As Irving Lo has written of him in Sunflower Splendor: "Certainly no Chinese writer has mirrored in his work more completely the world he lives in than Tu Fu. Nor has anyone revealed himself with greater passion and candor, or displayed a greater dedication to his craft, or achieved such consummate mastery of his art." Lo's words echo what the Chinese have felt about this writer for more than 10 centuries, for he is revered as the finest poet China has ever produced.

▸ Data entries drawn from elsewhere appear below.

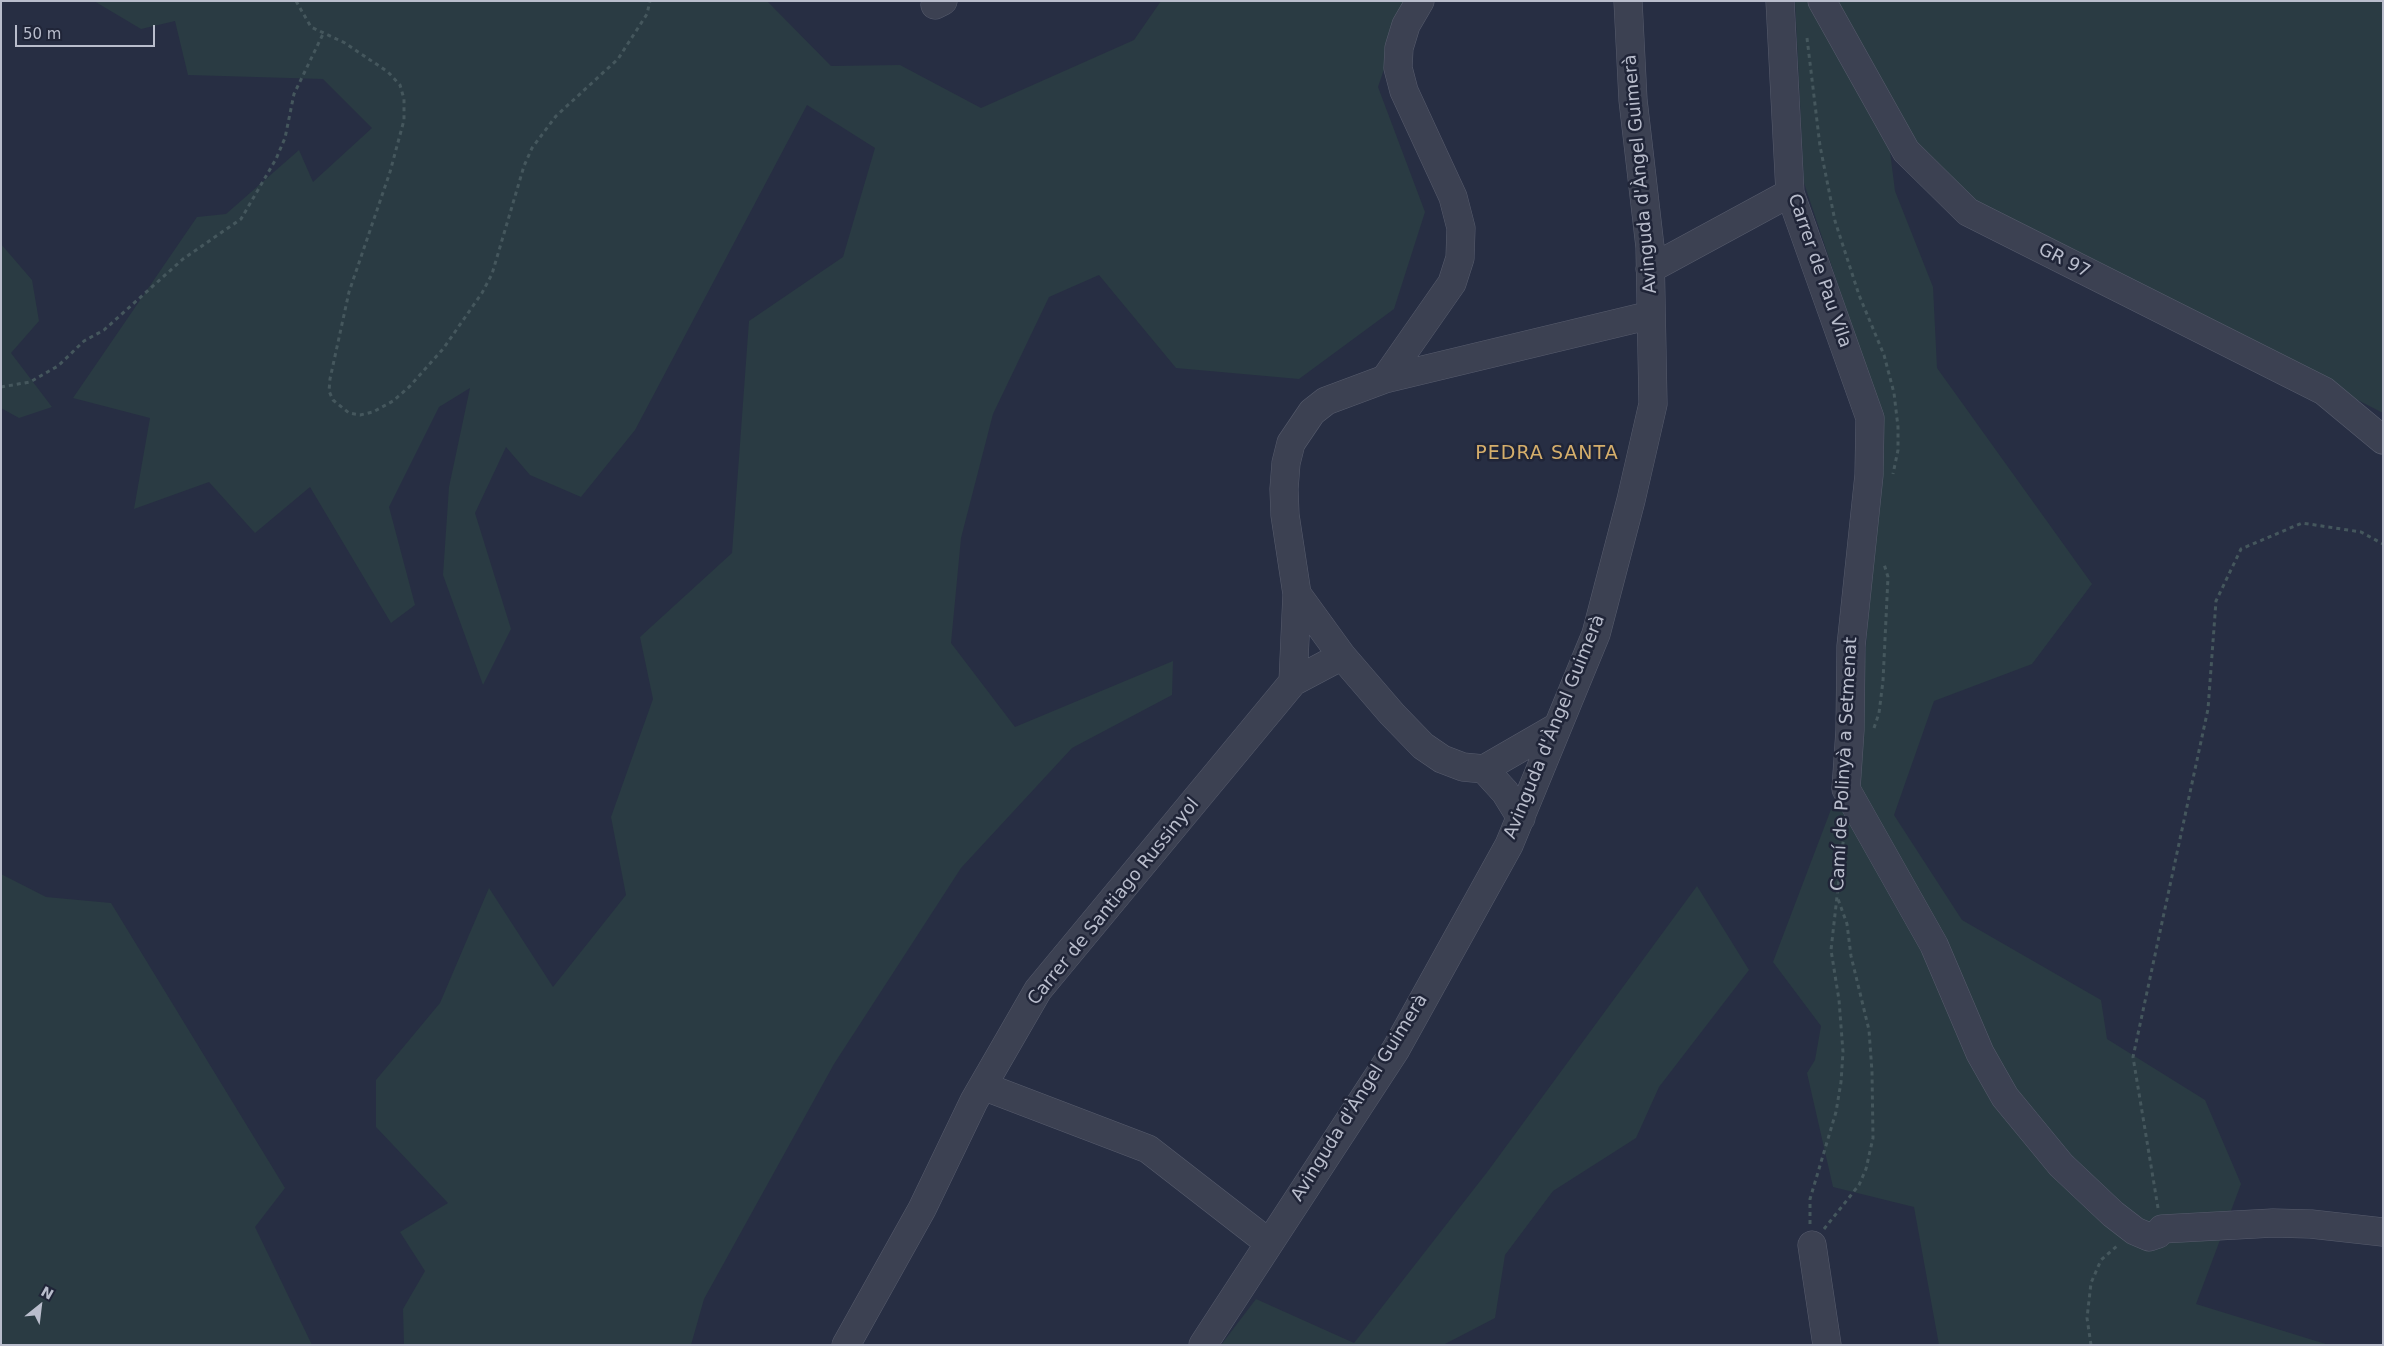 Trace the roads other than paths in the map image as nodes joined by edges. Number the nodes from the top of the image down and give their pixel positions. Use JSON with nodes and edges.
{"nodes":[{"id":1,"x":1420,"y":1,"type":"edge"},
{"id":2,"x":1628,"y":1,"type":"edge"},
{"id":3,"x":1780,"y":1,"type":"edge"},
{"id":4,"x":1822,"y":1,"type":"edge"},
{"id":5,"x":1790,"y":192,"type":"junction"},
{"id":6,"x":1650,"y":269,"type":"junction"},
{"id":7,"x":1651,"y":315,"type":"junction"},
{"id":8,"x":1385,"y":379,"type":"junction"},
{"id":9,"x":1870,"y":418,"type":"joint"},
{"id":10,"x":2383,"y":440,"type":"edge"},
{"id":11,"x":1297,"y":594,"type":"junction"},
{"id":12,"x":1342,"y":656,"type":"junction"},
{"id":13,"x":1293,"y":682,"type":"junction"},
{"id":14,"x":1556,"y":728,"type":"junction"},
{"id":15,"x":1484,"y":769,"type":"junction"},
{"id":16,"x":1521,"y":818,"type":"junction"},
{"id":17,"x":983,"y":1086,"type":"junction"},
{"id":18,"x":2383,"y":1232,"type":"edge"},
{"id":19,"x":1269,"y":1243,"type":"junction"},
{"id":20,"x":1812,"y":1245,"type":"road end"},
{"id":21,"x":856,"y":1341,"type":"edge"},
{"id":22,"x":1203,"y":1345,"type":"edge"},
{"id":23,"x":1827,"y":1345,"type":"edge"}],
"edges":[{"from":1,"to":8,"type":"street"},
{"from":2,"to":6,"type":"street","name":"Avinguda d'Àngel Guimerà"},
{"from":3,"to":5,"type":"street","name":"Carrer de Pau Vila"},
{"from":4,"to":10,"type":"street","name":"GR 97"},
{"from":5,"to":6,"type":"street"},
{"from":5,"to":9,"type":"street","name":"Carrer de Pau Vila"},
{"from":6,"to":7,"type":"street","name":"Avinguda d'Àngel Guimerà"},
{"from":7,"to":8,"type":"street"},
{"from":7,"to":14,"type":"street","name":"Avinguda d'Àngel Guimerà"},
{"from":8,"to":11,"type":"street"},
{"from":9,"to":18,"type":"street","name":"Camí de Polinyà a Setmenat"},
{"from":11,"to":12,"type":"street"},
{"from":11,"to":13,"type":"street"},
{"from":12,"to":13,"type":"street","name":"Carrer de Santiago Russinyol"},
{"from":12,"to":15,"type":"street"},
{"from":13,"to":17,"type":"street","name":"Carrer de Santiago Russinyol"},
{"from":14,"to":15,"type":"street"},
{"from":14,"to":16,"type":"street","name":"Avinguda d'Àngel Guimerà"},
{"from":15,"to":16,"type":"street"},
{"from":16,"to":19,"type":"street","name":"Avinguda d'Àngel Guimerà"},
{"from":17,"to":19,"type":"street"},
{"from":17,"to":21,"type":"street","name":"Carrer de Santiago Russinyol"},
{"from":19,"to":22,"type":"street","name":"Avinguda d'Àngel Guimerà"},
{"from":20,"to":23,"type":"street"}]} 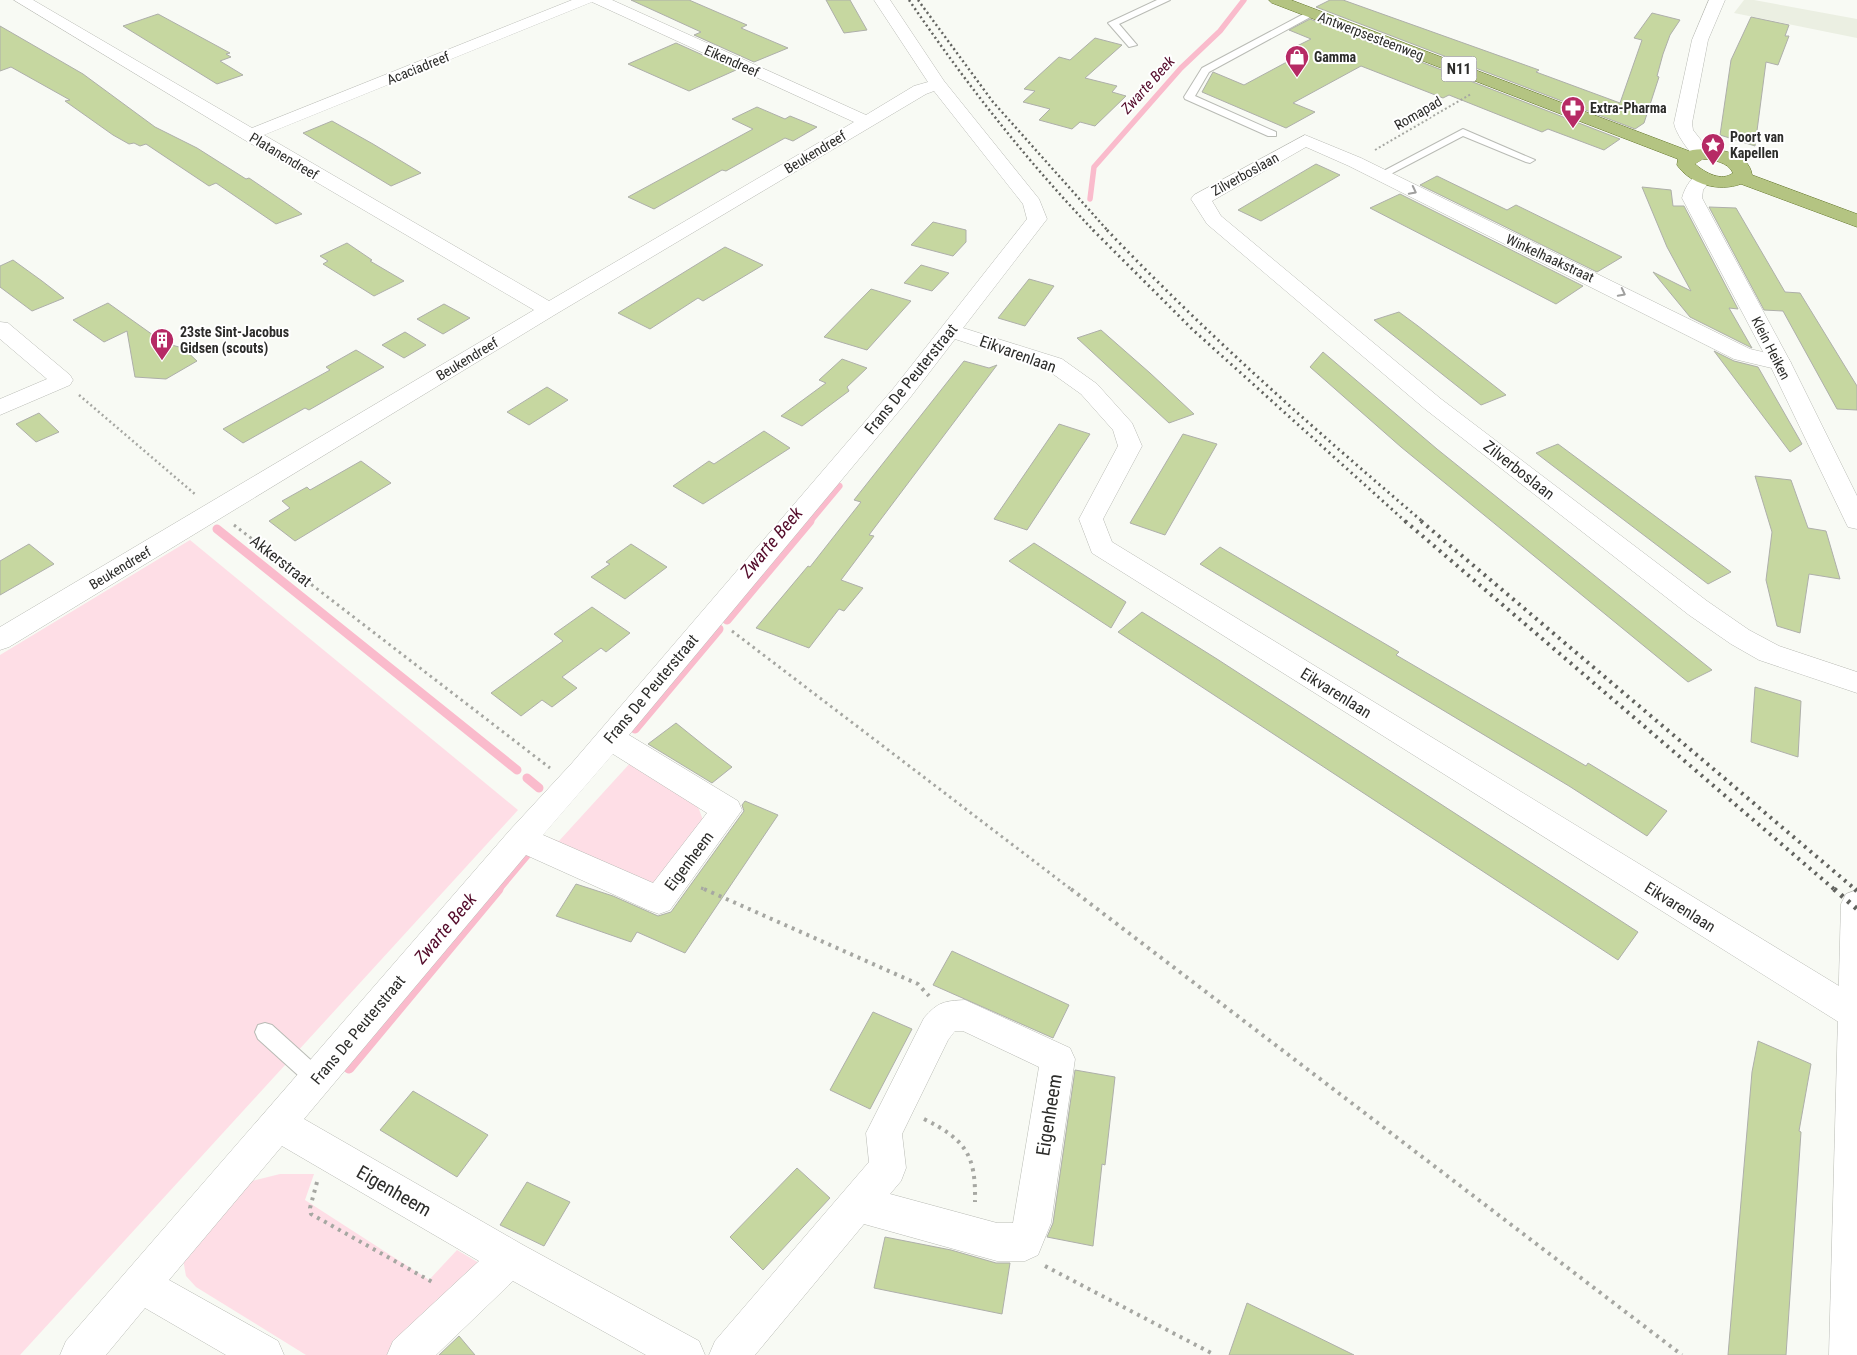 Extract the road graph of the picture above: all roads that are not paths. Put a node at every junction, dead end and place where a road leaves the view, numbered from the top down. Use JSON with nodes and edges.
{"nodes":[{"id":1,"x":22,"y":0,"type":"edge"},
{"id":2,"x":586,"y":0,"type":"edge"},
{"id":3,"x":599,"y":0,"type":"edge"},
{"id":4,"x":882,"y":0,"type":"edge"},
{"id":5,"x":1164,"y":0,"type":"edge"},
{"id":6,"x":1277,"y":0,"type":"edge"},
{"id":7,"x":1710,"y":2,"type":"edge"},
{"id":8,"x":1311,"y":13,"type":"junction"},
{"id":9,"x":1132,"y":45,"type":"dead end"},
{"id":10,"x":938,"y":84,"type":"junction"},
{"id":11,"x":866,"y":122,"type":"junction"},
{"id":12,"x":1684,"y":131,"type":"junction"},
{"id":13,"x":1272,"y":134,"type":"dead end"},
{"id":14,"x":249,"y":135,"type":"junction"},
{"id":15,"x":1641,"y":139,"type":"junction"},
{"id":16,"x":1322,"y":147,"type":"joint"},
{"id":17,"x":1696,"y":156,"type":"junction"},
{"id":18,"x":1530,"y":160,"type":"dead end"},
{"id":19,"x":1381,"y":175,"type":"junction"},
{"id":20,"x":1740,"y":177,"type":"junction"},
{"id":21,"x":1703,"y":178,"type":"junction"},
{"id":22,"x":1857,"y":221,"type":"edge"},
{"id":23,"x":549,"y":310,"type":"junction"},
{"id":24,"x":0,"y":328,"type":"edge"},
{"id":25,"x":950,"y":331,"type":"junction"},
{"id":26,"x":1780,"y":363,"type":"junction"},
{"id":27,"x":0,"y":408,"type":"edge"},
{"id":28,"x":1857,"y":521,"type":"edge"},
{"id":29,"x":0,"y":640,"type":"edge"},
{"id":30,"x":1857,"y":683,"type":"edge"},
{"id":31,"x":610,"y":738,"type":"junction"},
{"id":32,"x":521,"y":839,"type":"junction"},
{"id":33,"x":1857,"y":904,"type":"edge"},
{"id":34,"x":1857,"y":1014,"type":"edge"},
{"id":35,"x":265,"y":1032,"type":"dead end"},
{"id":36,"x":317,"y":1079,"type":"junction"},
{"id":37,"x":278,"y":1124,"type":"junction"},
{"id":38,"x":858,"y":1204,"type":"junction"},
{"id":39,"x":510,"y":1258,"type":"junction"},
{"id":40,"x":141,"y":1284,"type":"junction"},
{"id":41,"x":80,"y":1355,"type":"edge"},
{"id":42,"x":264,"y":1355,"type":"edge"},
{"id":43,"x":407,"y":1355,"type":"edge"},
{"id":44,"x":685,"y":1355,"type":"edge"},
{"id":45,"x":729,"y":1355,"type":"edge"},
{"id":46,"x":1849,"y":1355,"type":"edge"}],
"edges":[{"from":1,"to":14,"type":"street","name":"Platanendreef"},
{"from":2,"to":14,"type":"street","name":"Acaciadreef"},
{"from":3,"to":11,"type":"street","name":"Eikendreef"},
{"from":4,"to":10,"type":"street","name":"Frans De Peuterstraat"},
{"from":5,"to":9,"type":"lane"},
{"from":6,"to":8,"type":"main road","name":"Antwerpsesteenweg","number":"N11"},
{"from":7,"to":12,"type":"street"},
{"from":8,"to":13,"type":"lane"},
{"from":8,"to":15,"type":"main road","name":"Antwerpsesteenweg","number":"N11"},
{"from":10,"to":11,"type":"street","name":"Beukendreef"},
{"from":10,"to":25,"type":"street","name":"Frans De Peuterstraat"},
{"from":11,"to":23,"type":"street","name":"Beukendreef"},
{"from":12,"to":15,"type":"street"},
{"from":12,"to":17,"type":"street"},
{"from":14,"to":23,"type":"street","name":"Platanendreef"},
{"from":15,"to":17,"type":"main road","name":"Antwerpsesteenweg","number":"N11"},
{"from":16,"to":19,"type":"street","name":"Winkelhaakstraat"},
{"from":16,"to":30,"type":"street","name":"Zilverboslaan"},
{"from":17,"to":20,"type":"main road","number":"N11"},
{"from":17,"to":21,"type":"main road"},
{"from":18,"to":19,"type":"lane"},
{"from":19,"to":26,"type":"street","name":"Winkelhaakstraat","one_way":true},
{"from":20,"to":21,"type":"main road"},
{"from":20,"to":22,"type":"main road"},
{"from":21,"to":26,"type":"street","name":"Klein Heiken"},
{"from":23,"to":29,"type":"street","name":"Beukendreef"},
{"from":24,"to":27,"type":"street"},
{"from":25,"to":31,"type":"street","name":"Frans De Peuterstraat"},
{"from":25,"to":34,"type":"street","name":"Eikvarenlaan"},
{"from":26,"to":28,"type":"street","name":"Klein Heiken"},
{"from":31,"to":32,"type":"street","name":"Frans De Peuterstraat"},
{"from":31,"to":32,"type":"street","name":"Eigenheem"},
{"from":32,"to":36,"type":"street","name":"Frans De Peuterstraat"},
{"from":33,"to":34,"type":"street"},
{"from":34,"to":46,"type":"street"},
{"from":35,"to":36,"type":"lane"},
{"from":36,"to":37,"type":"street","name":"Frans De Peuterstraat"},
{"from":37,"to":39,"type":"street","name":"Eigenheem"},
{"from":37,"to":40,"type":"street","name":"Frans De Peuterstraat"},
{"from":38,"to":38,"type":"street","name":"Eigenheem"},
{"from":38,"to":45,"type":"street"},
{"from":39,"to":43,"type":"street"},
{"from":39,"to":44,"type":"street","name":"Eigenheem"},
{"from":40,"to":41,"type":"street","name":"Frans De Peuterstraat"},
{"from":40,"to":42,"type":"street"}]}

Tu Fu truly is outstanding for his humility, his passion, his social concern, and his extraordinary experimentations with the shih form. Though he never passed the official examinations and held only minor posts, he wrote prolifically of his patriotic concern for the nation's welfare and his own search for the most suitable way to be true to himself and to serve society. He had the misfortune of living just as the T'ang dynasty was reeling under the great challenge of the An Lu-shan Rebellion. As a result, he spent some of his best years away from his beloved capital of Ch'ang-an seeking refuge from the incessant warfare and resulting social dislocations in the north. Two of his most moving ballads in the folk style are narrative accounts, one of meeting soldiers on the road, and the other of meeting an abandoned imperial prince on a crossroads near the capital after the emperor and his entourage have fled to the southwest.
Tu Fu's poetry is complex, polished, and emotionally powerful. One of his poems contains the line "If my words don't startle people, I won't rest even in death."